GUI Description

Function

The Details tab page displays Base Info, Compute Workload Analysis, Core Occupancy, Roofline, and Memory Workload Analysis. The analysis results are displayed in charts and data panes.

GUI Display

Import the BIN file collected by msProf by referring to Importing Data. For details about how to obtain the file, see "msprof op" in Operator Tuning (msProf) in Operator Development Tool User Guide.

Only one BIN file can be imported at a time. Files cannot be imported in a folder.

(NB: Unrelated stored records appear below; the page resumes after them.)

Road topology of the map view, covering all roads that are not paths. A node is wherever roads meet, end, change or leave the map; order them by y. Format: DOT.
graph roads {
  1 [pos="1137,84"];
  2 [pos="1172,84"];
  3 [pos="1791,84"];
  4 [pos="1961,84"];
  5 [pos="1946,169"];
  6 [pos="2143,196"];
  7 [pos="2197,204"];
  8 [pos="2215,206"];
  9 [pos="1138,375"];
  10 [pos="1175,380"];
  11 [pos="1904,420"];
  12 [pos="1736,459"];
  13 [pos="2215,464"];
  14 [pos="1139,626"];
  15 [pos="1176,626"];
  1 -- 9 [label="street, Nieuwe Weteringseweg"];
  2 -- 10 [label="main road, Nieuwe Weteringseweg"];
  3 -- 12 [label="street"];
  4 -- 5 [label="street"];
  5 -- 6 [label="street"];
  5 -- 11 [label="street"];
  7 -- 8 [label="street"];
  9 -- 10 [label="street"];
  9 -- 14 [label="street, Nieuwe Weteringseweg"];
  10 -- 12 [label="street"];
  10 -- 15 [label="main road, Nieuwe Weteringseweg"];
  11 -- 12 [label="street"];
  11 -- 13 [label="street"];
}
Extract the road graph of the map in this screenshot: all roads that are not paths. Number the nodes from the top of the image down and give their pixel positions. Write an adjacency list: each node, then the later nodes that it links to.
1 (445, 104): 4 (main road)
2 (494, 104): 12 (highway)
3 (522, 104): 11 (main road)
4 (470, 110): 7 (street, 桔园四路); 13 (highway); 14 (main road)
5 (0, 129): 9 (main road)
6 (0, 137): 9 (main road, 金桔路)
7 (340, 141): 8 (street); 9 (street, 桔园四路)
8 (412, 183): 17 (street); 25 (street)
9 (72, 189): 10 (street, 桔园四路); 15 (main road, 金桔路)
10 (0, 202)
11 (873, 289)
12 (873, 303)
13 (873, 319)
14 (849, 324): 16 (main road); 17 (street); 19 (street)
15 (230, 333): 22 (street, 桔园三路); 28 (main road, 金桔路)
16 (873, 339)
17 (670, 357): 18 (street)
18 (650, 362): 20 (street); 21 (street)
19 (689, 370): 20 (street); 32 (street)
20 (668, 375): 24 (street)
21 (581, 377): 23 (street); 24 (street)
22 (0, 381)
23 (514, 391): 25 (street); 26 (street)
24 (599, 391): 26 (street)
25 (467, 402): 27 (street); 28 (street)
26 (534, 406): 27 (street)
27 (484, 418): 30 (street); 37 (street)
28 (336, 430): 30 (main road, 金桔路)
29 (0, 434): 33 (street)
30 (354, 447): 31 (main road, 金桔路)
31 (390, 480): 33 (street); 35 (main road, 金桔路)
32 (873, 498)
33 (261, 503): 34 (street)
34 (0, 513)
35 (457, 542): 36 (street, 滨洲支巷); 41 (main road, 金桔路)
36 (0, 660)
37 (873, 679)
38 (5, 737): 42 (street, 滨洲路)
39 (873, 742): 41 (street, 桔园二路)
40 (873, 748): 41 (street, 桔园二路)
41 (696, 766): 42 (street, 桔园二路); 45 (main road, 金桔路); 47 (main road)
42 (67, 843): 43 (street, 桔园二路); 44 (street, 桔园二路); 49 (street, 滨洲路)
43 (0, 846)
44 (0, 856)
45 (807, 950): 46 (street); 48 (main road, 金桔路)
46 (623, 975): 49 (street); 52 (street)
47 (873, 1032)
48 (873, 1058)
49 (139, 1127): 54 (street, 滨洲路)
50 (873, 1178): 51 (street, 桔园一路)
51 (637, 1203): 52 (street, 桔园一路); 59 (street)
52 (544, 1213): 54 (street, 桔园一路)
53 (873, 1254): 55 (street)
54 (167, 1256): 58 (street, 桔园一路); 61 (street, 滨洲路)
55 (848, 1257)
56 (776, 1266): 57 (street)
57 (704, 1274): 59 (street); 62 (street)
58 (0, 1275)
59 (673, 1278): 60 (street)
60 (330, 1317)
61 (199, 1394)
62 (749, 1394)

The Details tab page consists of five areas: Base Info (area 1), Core Occupancy (area 2), Roofline (area 3), Compute Workload Analysis (area 4), and Memory Workload Analysis (area 5), as shown in Figure 1.

Figure 1 Details page
  • Area 1: Base Info. You can view the basic operator information, including the name, duration, and type. Table 1 describes the parameters.
    Table 1 Base Info parameters

    Field

    Description

    Name

    Operator name.

    Duration (μs)

    Total operator duration.

    Op Type

    Operator type. The options are mix, vector, cube, and AiCore.

    Device Id

    Device ID.

    Pid

    Process ID.

    Block Dim

    Number of sub blocks. This parameter is used when the operator type is vector, cube, or AiCore.

    Mix Block Dim

    Number of sub blocks. This parameter is used when the operator type is mix.

    Block Detail

    Duration details of sub blocks. This parameter is used when the operator type is vector, cube, or AiCore. Table 2 describes the fields.

    Mix Block Detail

    Duration details of sub blocks. This parameter is used when the operator type is mix. Table 3 describes the fields.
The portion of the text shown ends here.